/NGS-emulator

Detail WGS data simulation

Primary LanguagePython

NGS-emulator

Tool to simulation of genome sequencing data with established properties to test and control different bioinformatics approaches.

Idea

Main idea of the project is tool which can help biologist to create data samples with already known features such as clonality or chromosom abberations. The user can simulate data of heterogeneous tissue with a range of cell populations with different mutations and copy number alterations for each cell populations. NGS-emulator creates "evolutionary fate" for each cell population taking into account their ancestral-parental relationship. Thereby scientist can estimate a works of some approaches, for instance, estimate the methods of prediction of subclonal structure, compare the prediction of original clonality of samples with simulation given by this emulator. Emulator allows users to create data with different DNA content (user can customise clonality, ploidy and crhromosome abberations), different levels of data (the tool produces copy number data, B-allele fraction, single nucletide variation etc.) as well as differet size of sample data (user can customise lenghs and number of chromosomes). Opportunity to have small data size is especially important to test large computational approaches.

User interfase

picture To realise noted flexibility, sample's features should be tune by a wide spectrum of command and them attributes. To realise ease interaction between user and program, the process of tuning was organized as "step by step" mode.

  • First, user creates project, creates basic sample by command '-normal'. It can be imagined as the user take normal tissue sample on this step.
  • Second, user changes basic sample by other commands such as '-addclone', '-duplication', '-deletin'. It is looked as the user molds or sculpts desired samples.
  • Third, user get wishful data by command '-seq'. Given sample is used as matrix to simulation of sequencing process and after the simulation the user gets data of sample with known features.

For current version the execution script is Cover_emulator.py . First step to create sample with 5 chromosomes 1000 dp lenght look such:

python Cover_emulator.py -normal 1000 5

Second step can has next commands:

python Cover_emulator.py -addclone 0.5

python Cover_emulator.py -duplication 1 2

During this commands we add new clone in our sample with 0.5 fraction and then we add duplication of second chromosome in first clone added early.

python Cover_emulator.py -addclone 0.3

python Cover_emulator.py -deletion 2 4

During this commands we add new clone in our sample with 0.3 fraction. Now there are three cell fraction in our sample: clone 1 (f=0.5), clone 2 (f=0.3) and normal cells (f=0.2). Then we delete fourth cromosome in second clone added early

Third step look like next command:

python Cover_emulator.py -seq 15 4

By this command we create CNA and BAF data with read depth about 15 per haploid (mean read cover of normal (diploid) sample is about 30) and varianse of read depth (nois) is 4.

Output data plases in program directori with extention '.data.txt' For example : file_CNA.data.txt or file_BAF.data.txt

There are a few examples of simulation in the project: Scenarios from 1 to 7. The complexity of simulated clonal structure is increased with scenario number.

List of available commands

Command '-normal' is first command by which inner project files are created.

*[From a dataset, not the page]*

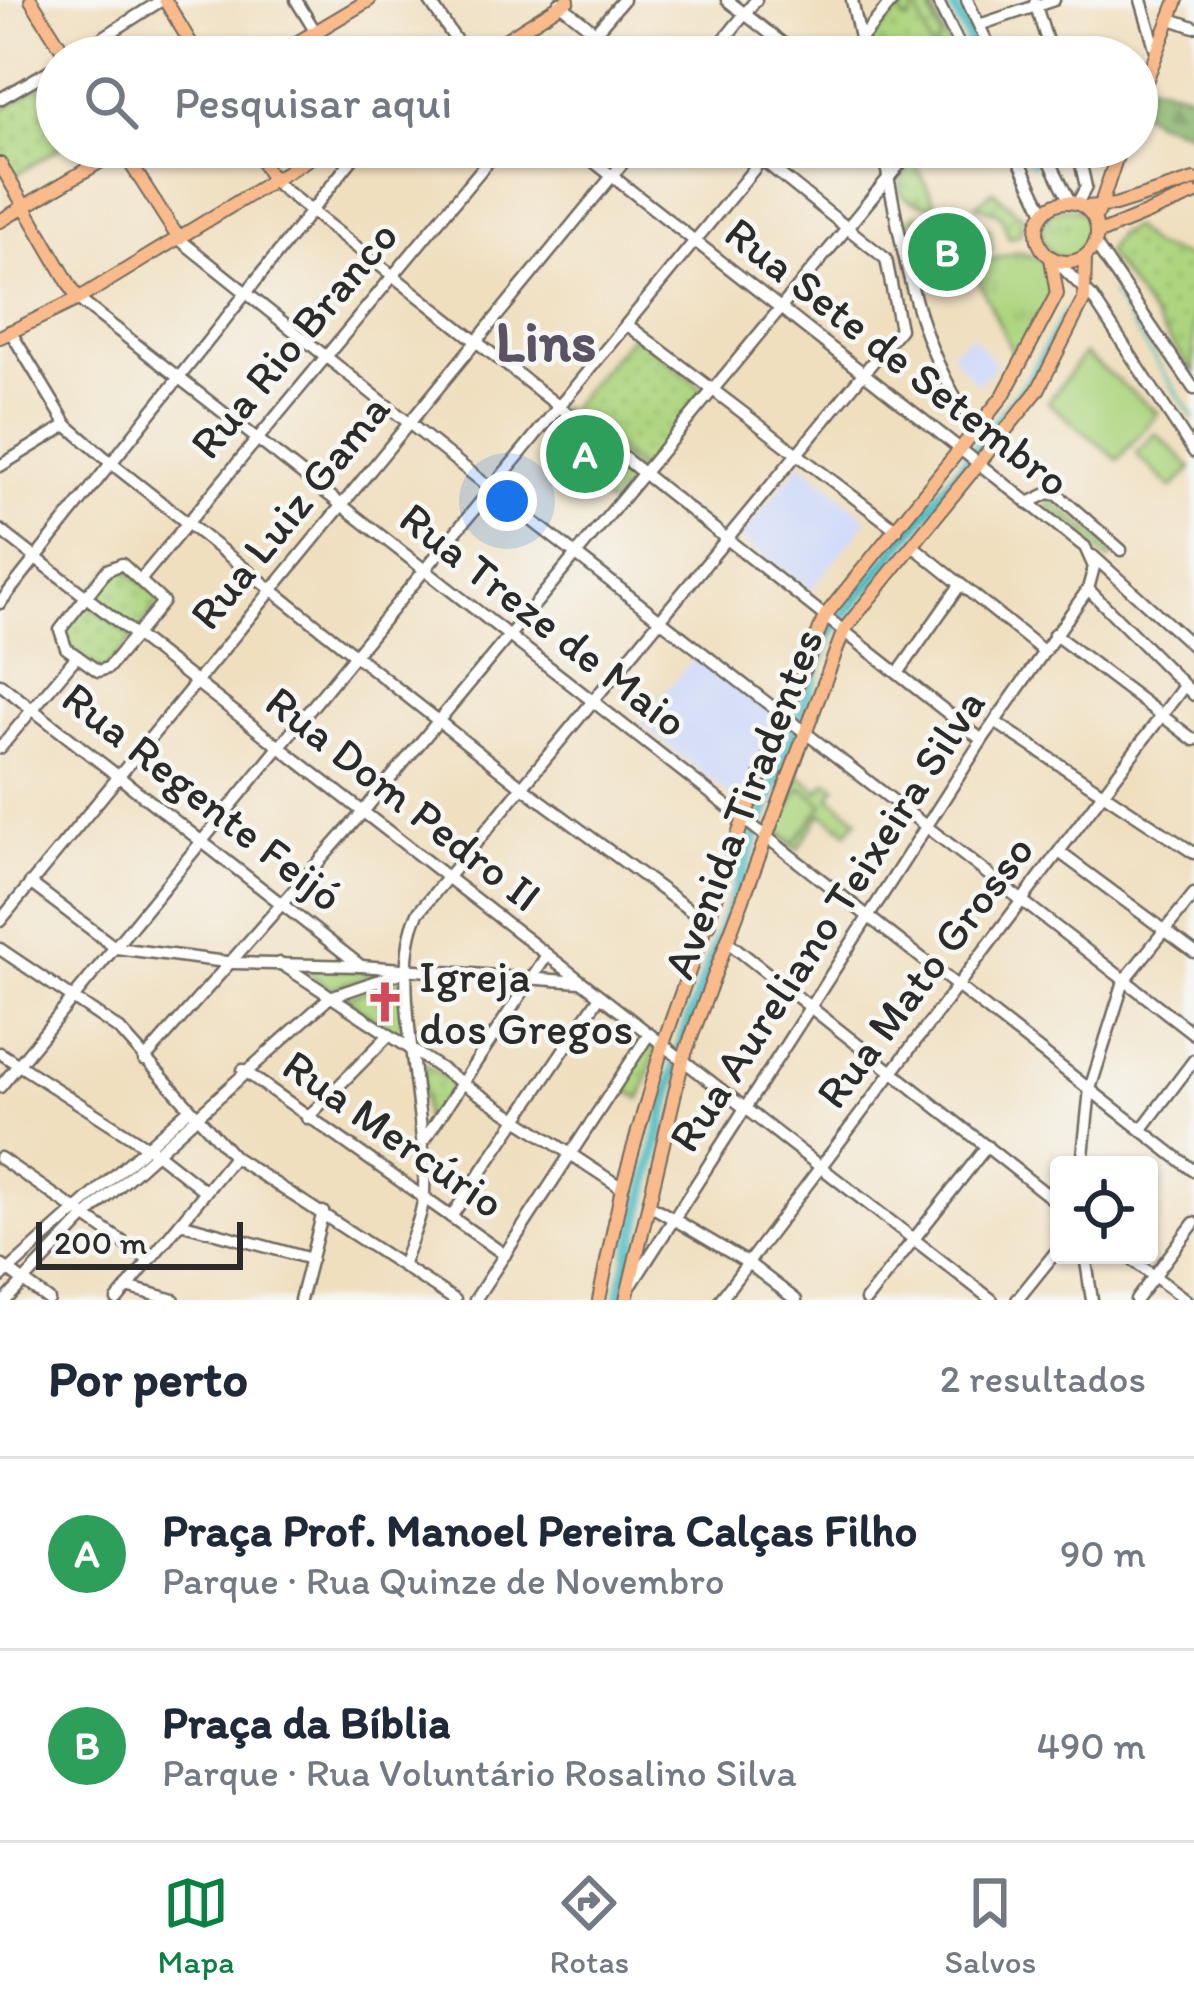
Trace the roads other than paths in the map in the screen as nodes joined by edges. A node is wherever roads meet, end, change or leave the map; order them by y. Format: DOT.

Originally this files have description for normal sample without any abberation. This script run with command '-normal' by 2-3 arguments: first is command '-normal' itself, second is length of DNA data per chromosome, third is optional argument and notes a number of chromosomes (default is 23).

Command '-seq' is last command by which data from inner project files is transformed to output files. This script run with command '-seq' by 3 arguments: first is command '-seq' itself, second is mean read depth of haploid sample and reflects number of read from one copy of DNA matrix, and third is level of noise. Then script creates data file by template created before.

Command '-addclone' is command to adding clone. This script run with command '-addclone' by 2 arguments: first command '-addclone' itself is noted and then new clone fraction (float value). Sum of all clone fraction must be less then 1.0 .

Command '-duplication' is command to chromosome duplication. This script run with command '-duplication' by 3 arguments: first is command '-duplication' itself then clone of changing (int value) and then chromosome of changing (int value). By default major chromosome is duplicated, but user can change it by additional argument 'minor'.

Command '-deletion' is command to chromosome deletion. This script run with command '-deletion' by 3 arguments: first is command '-deletion' itself then clone of changing (int value) and then chromosome of changing (int value).By default minor chromosome is deleted, but user can change it by additional argument 'majore'.